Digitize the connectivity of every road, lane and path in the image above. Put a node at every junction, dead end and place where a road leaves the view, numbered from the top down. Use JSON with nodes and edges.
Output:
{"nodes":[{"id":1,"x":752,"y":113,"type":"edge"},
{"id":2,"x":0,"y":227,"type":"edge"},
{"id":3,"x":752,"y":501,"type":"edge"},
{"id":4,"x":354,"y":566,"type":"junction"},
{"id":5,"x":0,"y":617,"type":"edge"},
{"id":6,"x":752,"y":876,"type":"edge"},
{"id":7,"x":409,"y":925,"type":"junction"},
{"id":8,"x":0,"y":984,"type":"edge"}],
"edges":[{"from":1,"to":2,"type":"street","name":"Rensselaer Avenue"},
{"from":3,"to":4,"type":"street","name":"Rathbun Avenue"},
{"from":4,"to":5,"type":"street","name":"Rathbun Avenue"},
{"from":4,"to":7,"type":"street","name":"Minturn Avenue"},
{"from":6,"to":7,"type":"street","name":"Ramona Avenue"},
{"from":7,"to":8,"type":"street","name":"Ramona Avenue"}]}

_Exercise objective_
Please output every line shown above exactly.

_Final answer_
Digitize the connectivity of every road, lane and path in the image above. Put a node at every junction, dead end and place where a road leaves the view, numbered from the top down. Use JSON with nodes and edges.
Output:
{"nodes":[{"id":1,"x":752,"y":113,"type":"edge"},
{"id":2,"x":0,"y":227,"type":"edge"},
{"id":3,"x":752,"y":501,"type":"edge"},
{"id":4,"x":354,"y":566,"type":"junction"},
{"id":5,"x":0,"y":617,"type":"edge"},
{"id":6,"x":752,"y":876,"type":"edge"},
{"id":7,"x":409,"y":925,"type":"junction"},
{"id":8,"x":0,"y":984,"type":"edge"}],
"edges":[{"from":1,"to":2,"type":"street","name":"Rensselaer Avenue"},
{"from":3,"to":4,"type":"street","name":"Rathbun Avenue"},
{"from":4,"to":5,"type":"street","name":"Rathbun Avenue"},
{"from":4,"to":7,"type":"street","name":"Minturn Avenue"},
{"from":6,"to":7,"type":"street","name":"Ramona Avenue"},
{"from":7,"to":8,"type":"street","name":"Ramona Avenue"}]}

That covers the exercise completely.